BACKGROUND AND PURPOSE:An estimated 40% of patients with erectile dysfunction have a poor prognosis for improvement with currently available treatments. The present study investigated whether a newly developed monoamine transport inhibitor, IP2015, improves erectile function. EXPERIMENTAL APPROACH:We investigated the effects of IP2015 on monoamine uptake and binding, erectile function in rats and diabetic mice and the effect on corpus cavernosum contractility. KEY RESULTS:IP2015 inhibited the uptake of 5-HT, noradrenaline and dopamine by human monoamine transporters expressed in cells and in rat brain synaptosomes. Intracavernosal pressure measurement in anaesthetized rats revealed that IP2015 dose-dependently increased the number and the duration of spontaneous erections. Whereas pretreatment with the dopamine D2-like receptor antagonists, clozapine and (-)-sulpiride, or cutting the cavernosal nerve inhibited IP2015-induced erectile responses, the phosphodiesterase type 5 inhibitor sildenafil further enhanced the IP2015-mediated increase in intracavernosal pressure.
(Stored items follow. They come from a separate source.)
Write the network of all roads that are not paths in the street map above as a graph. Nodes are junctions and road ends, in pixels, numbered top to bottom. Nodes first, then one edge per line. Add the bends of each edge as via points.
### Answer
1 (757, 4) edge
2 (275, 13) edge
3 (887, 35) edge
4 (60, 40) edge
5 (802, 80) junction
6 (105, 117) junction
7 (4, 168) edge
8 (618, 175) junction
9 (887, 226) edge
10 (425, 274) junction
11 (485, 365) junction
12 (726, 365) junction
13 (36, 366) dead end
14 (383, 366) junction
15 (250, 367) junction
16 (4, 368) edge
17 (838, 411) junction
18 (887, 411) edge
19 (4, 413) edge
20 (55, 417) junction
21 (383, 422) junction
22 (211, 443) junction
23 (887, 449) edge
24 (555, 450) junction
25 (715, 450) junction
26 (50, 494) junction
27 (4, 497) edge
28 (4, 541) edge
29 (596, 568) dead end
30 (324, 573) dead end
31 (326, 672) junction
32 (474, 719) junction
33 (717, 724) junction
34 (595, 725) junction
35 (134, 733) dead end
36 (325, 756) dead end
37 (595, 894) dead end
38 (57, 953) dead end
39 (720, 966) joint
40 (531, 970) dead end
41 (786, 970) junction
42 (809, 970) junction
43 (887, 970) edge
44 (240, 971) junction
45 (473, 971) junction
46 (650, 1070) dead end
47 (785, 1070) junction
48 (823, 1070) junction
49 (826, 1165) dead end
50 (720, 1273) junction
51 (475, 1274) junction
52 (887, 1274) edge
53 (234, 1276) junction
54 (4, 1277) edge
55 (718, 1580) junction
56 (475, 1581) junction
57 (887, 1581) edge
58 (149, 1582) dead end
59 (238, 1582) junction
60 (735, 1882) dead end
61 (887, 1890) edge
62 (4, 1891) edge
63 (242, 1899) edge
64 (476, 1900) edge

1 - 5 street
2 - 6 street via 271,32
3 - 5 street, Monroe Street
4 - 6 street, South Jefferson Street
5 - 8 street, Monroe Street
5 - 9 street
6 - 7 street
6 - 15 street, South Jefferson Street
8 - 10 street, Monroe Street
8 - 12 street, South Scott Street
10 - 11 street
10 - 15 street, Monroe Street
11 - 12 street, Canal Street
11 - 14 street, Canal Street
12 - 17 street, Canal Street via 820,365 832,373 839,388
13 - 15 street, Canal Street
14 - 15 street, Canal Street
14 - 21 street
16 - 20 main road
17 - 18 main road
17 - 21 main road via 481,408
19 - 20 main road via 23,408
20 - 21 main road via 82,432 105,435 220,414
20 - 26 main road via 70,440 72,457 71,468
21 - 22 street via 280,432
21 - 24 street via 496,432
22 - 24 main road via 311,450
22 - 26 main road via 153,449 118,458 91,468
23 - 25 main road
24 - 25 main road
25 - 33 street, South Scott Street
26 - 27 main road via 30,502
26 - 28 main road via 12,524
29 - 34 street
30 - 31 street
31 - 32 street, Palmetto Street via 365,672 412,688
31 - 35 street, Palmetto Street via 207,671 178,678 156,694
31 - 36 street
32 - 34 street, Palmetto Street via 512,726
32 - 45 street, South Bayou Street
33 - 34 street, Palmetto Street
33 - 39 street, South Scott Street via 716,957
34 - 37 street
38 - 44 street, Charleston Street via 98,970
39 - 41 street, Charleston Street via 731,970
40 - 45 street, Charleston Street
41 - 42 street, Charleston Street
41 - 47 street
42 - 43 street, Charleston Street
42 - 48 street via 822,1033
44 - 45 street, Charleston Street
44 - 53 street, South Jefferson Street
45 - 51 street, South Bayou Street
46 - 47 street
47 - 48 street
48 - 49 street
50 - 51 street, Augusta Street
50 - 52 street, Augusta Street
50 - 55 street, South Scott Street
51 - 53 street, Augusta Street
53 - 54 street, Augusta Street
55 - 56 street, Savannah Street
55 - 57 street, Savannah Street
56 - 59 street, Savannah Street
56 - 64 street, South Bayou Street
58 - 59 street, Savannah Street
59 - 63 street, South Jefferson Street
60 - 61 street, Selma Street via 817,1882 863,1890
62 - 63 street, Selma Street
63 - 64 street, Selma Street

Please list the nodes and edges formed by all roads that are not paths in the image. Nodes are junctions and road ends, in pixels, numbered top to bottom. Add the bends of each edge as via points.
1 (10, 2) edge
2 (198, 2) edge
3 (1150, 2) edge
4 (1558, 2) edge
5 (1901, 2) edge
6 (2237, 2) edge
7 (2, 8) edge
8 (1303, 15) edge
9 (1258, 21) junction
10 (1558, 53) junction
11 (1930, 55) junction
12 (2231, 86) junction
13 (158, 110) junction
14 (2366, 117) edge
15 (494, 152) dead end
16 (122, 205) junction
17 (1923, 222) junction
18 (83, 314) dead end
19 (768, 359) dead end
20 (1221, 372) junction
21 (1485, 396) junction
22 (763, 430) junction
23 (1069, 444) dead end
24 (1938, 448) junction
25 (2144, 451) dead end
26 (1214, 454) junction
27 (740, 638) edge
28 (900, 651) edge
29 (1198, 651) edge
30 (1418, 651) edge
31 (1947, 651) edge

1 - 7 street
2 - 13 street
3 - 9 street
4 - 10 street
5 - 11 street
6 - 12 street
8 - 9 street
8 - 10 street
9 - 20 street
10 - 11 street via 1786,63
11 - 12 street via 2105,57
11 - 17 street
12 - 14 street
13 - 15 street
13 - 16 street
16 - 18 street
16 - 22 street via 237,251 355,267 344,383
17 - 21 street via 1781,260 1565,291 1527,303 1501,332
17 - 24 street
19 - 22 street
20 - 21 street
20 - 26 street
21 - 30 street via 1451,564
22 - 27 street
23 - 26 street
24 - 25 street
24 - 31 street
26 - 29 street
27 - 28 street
IP2015 also increased the number of erections in type 2 diabetic db/db mice. Direct intracavernosal injection of IP2015 increased penile pressure, and in corpus cavernosum strips, IP2015 induced concentration-dependent relaxations. These relaxations were enhanced by sildenafil and blunted by endothelial cell removal, a nitric oxide synthase inhibitor, NG-nitro-l-arginine and a D1-like receptor antagonist, SCH23390. Quantitative polymerase chain reaction (qPCR) showed the expression of the dopamine transporter in the rat corpus cavernosum. CONCLUSION AND IMPLICATIONS:Our findings suggest that IP2015 stimulates erectile function by a central mechanism involving dopamine reuptake inhibition and direct NO-mediated relaxation of the erectile tissue. This novel multi-modal mechanism of action could offer a new treatment approach to erectile dysfunction.